Owner Sues HOA Board for Failing to Preserve its Governing Restrictive Covenants in the Public Records (MRTA). Court confirms the Obligation of HOA’s to Do So.

A property owner in Palm Beach County Florida has sued her homeowner’s association for failing to take affirmative action related to the preservation of its governing documents under the Marketable Record Titles to Real Property Act (“MRTA”) as set for in Chapter 712 of the Florida Statutes. Pursuant to Florida Statutes 720.005 and 720.006, in order to preserve an association’s restrictive covenants, certain actions must be taken prior in time the expiration of the restrictive covenants. MRTA, which does not affect condominium associations, was enacted in 1963 and was meant to simplify and facilitate real property transactions and provided that, unless properly preserved under the procedures enumerated in the statute that claims against real property, which includes the declaration of covenants will expire after thirty (30) years.

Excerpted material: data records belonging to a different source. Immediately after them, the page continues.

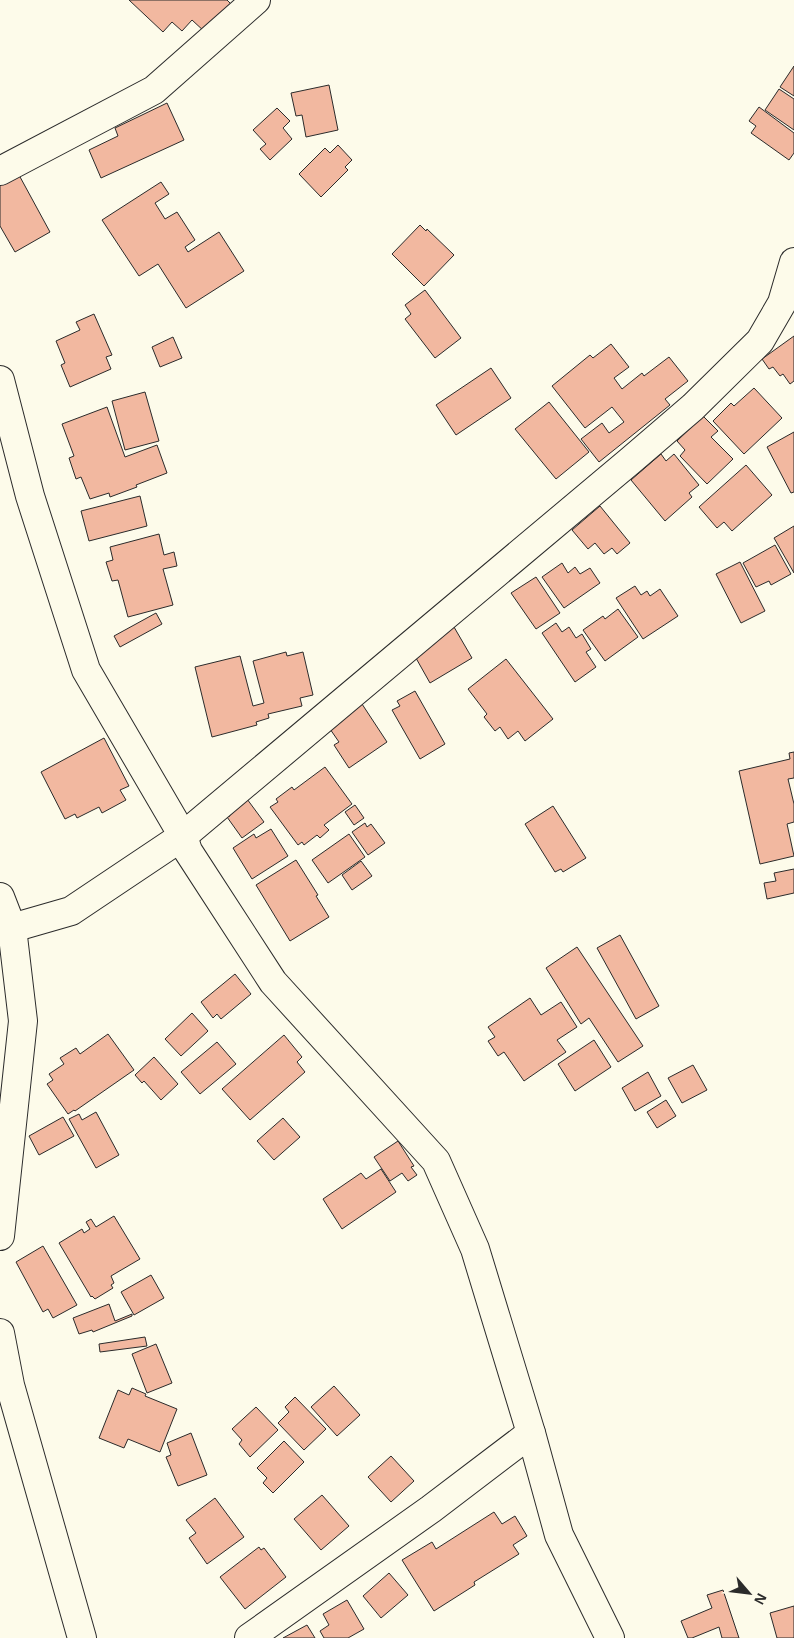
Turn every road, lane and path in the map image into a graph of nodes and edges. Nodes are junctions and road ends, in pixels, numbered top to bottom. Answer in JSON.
{"nodes":[{"id":1,"x":256,"y":0,"type":"edge"},
{"id":2,"x":0,"y":172,"type":"edge"},
{"id":3,"x":794,"y":262,"type":"edge"},
{"id":4,"x":0,"y":380,"type":"edge"},
{"id":5,"x":183,"y":836,"type":"junction"},
{"id":6,"x":0,"y":897,"type":"edge"},
{"id":7,"x":12,"y":928,"type":"junction"},
{"id":8,"x":0,"y":1236,"type":"edge"},
{"id":9,"x":0,"y":1333,"type":"edge"},
{"id":10,"x":531,"y":1433,"type":"junction"},
{"id":11,"x":82,"y":1638,"type":"edge"},
{"id":12,"x":249,"y":1638,"type":"edge"},
{"id":13,"x":610,"y":1638,"type":"edge"}],
"edges":[{"from":1,"to":2,"type":"street"},
{"from":3,"to":5,"type":"street"},
{"from":4,"to":5,"type":"street"},
{"from":5,"to":7,"type":"street"},
{"from":5,"to":10,"type":"street"},
{"from":6,"to":7,"type":"street"},
{"from":7,"to":8,"type":"street"},
{"from":9,"to":11,"type":"street"},
{"from":10,"to":12,"type":"street"},
{"from":10,"to":13,"type":"street"}]}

The MRTA statute provides for a mechanism to “preserve” the governing covenants for another thirty (30) year period and includes requirements for filing certain public notices (which are recorded in the Public records of the county in which the HOA is located thereby putting the public on “notice” of the existence of, and importantly, the enforceability of its governing declaration).

In the case of Southfields of Palm Beach Polo and Country Club Homeowners Association, Inc. et al, versus McCullough (Case No 4d11-1130 and 4d11-4659, April 2013), property owner Victoria McCullough sued the Association in Circuit Court alleging that the Board of Directors was refusing to preserve the Association’s governing declaration by failing to record a notice of preservation allowed under Florida Statute 712.05. The Court determined that the declaration was intended to preserve the equestrian nature of Southfields of Palm Beach Polo and Country Club Homeowners Association, Inc. which required the board to exercise it powers (and obligation) to preserve and maintain its governing declaration (up until and to the point in time at which 95% of the property owners voted to dissolve the declaration and also dissolve the Association, something which seldom ever happens).

The Fourth District Court of Appeals (4th DCA) upheld the trial court’s decision and clarified the obligation of HOA boards to take planned and specific action to ensure that the governing restrictive covenants doe not expire under MRTA. All HOA boards are cautioned to review their governing documents and to speak with their Counsel in regard to preserving their governing declaration.